Esta perspectiva es completamente inversa a la de quienes ven en las transformaciones del cuerpo un crimen contra la humanidad, cuando aquéllas se manifiestan en forma de clonación o de modificaciones genéticas transmisibles (Annas, Andrews, Isasi, 2002). Un planteamiento tan enfático conlleva el riesgo de distorsionar el análisis, ya que traslada la cuestión al problemático terreno de los crímenes contra la humanidad, haciendo así más difícil la legítima discusión en torno a los indispensables límites referidos a las intervenciones sobre el cuerpo.

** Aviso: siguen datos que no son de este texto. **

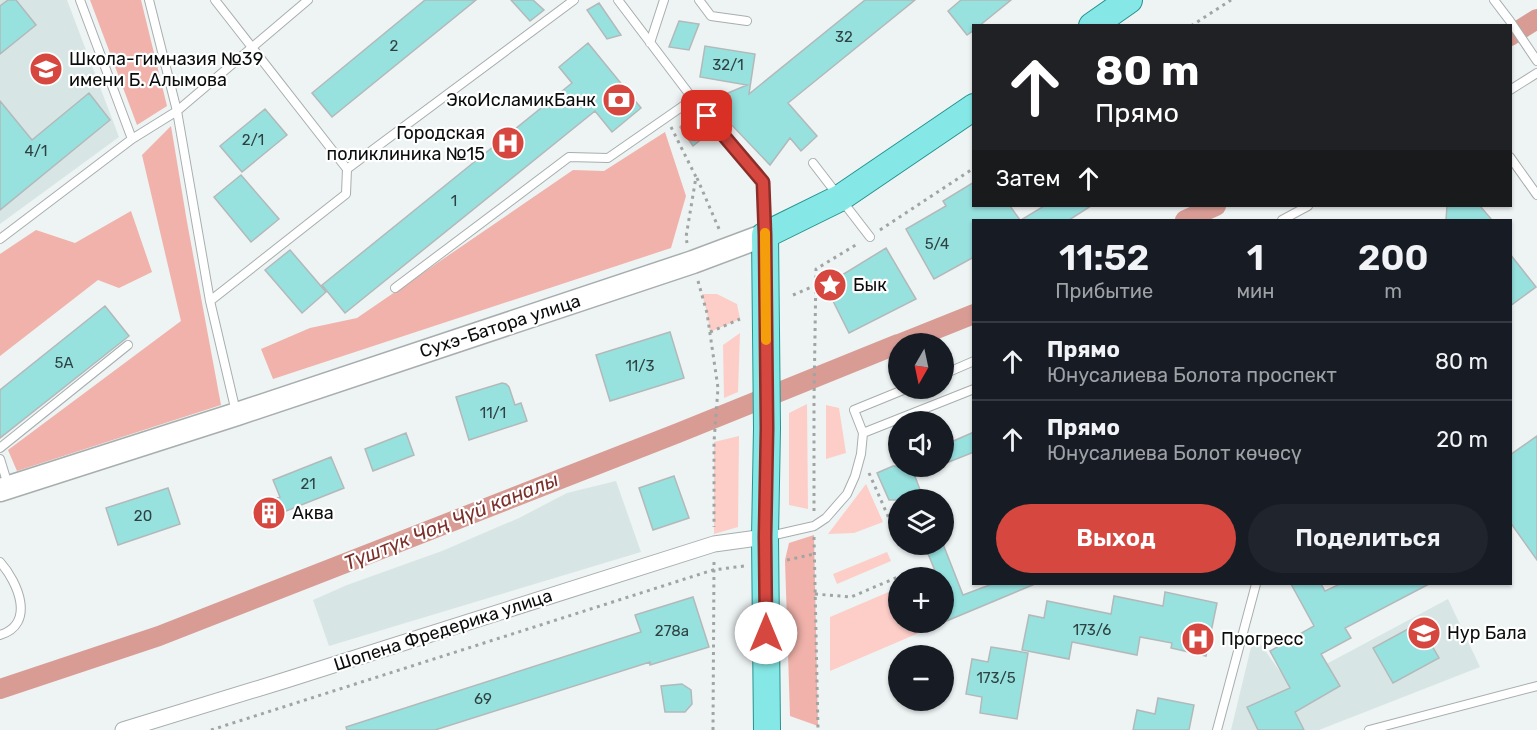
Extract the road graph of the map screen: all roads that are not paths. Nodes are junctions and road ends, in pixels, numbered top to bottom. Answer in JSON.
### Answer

Además, poniendo en este mismo plano a la clonación reproductiva y las modificaciones transmisibles del genoma, se transforma en ideológico un tema que —por el contrario— exige distinciones y una particular atención en cuanto al derecho fundamental a la salud.

II

La debilidad de las proclamas concluyentes se manifiesta precisamente en la discusión institucional sobre los derechos relativos al patrimonio genético, que puede ser considerada como un caso apto para esclarecer algunos problemas antes individualizados. El temor a inadecuadas intervenciones sobre el genoma explica por qué se habla de un «derecho a heredar características genéticas que no hayan sufrido ninguna manipulación», como derecho fundamental de la persona desde 1982, año en que el Consejo de Europa adoptó la Recomendación 934 (82). La misma preocupación se encuentra en el origen de la fórmula contenida en el art. 1.º de la Declaración Universal sobre el Genoma Humano y los Derechos Humanos de la UNESCO (DUGHDH), votada en la Asamblea General de Naciones Unidas en diciembre de 1997: el genoma humano, «en sentido simbólico, es patrimonio de la humanidad».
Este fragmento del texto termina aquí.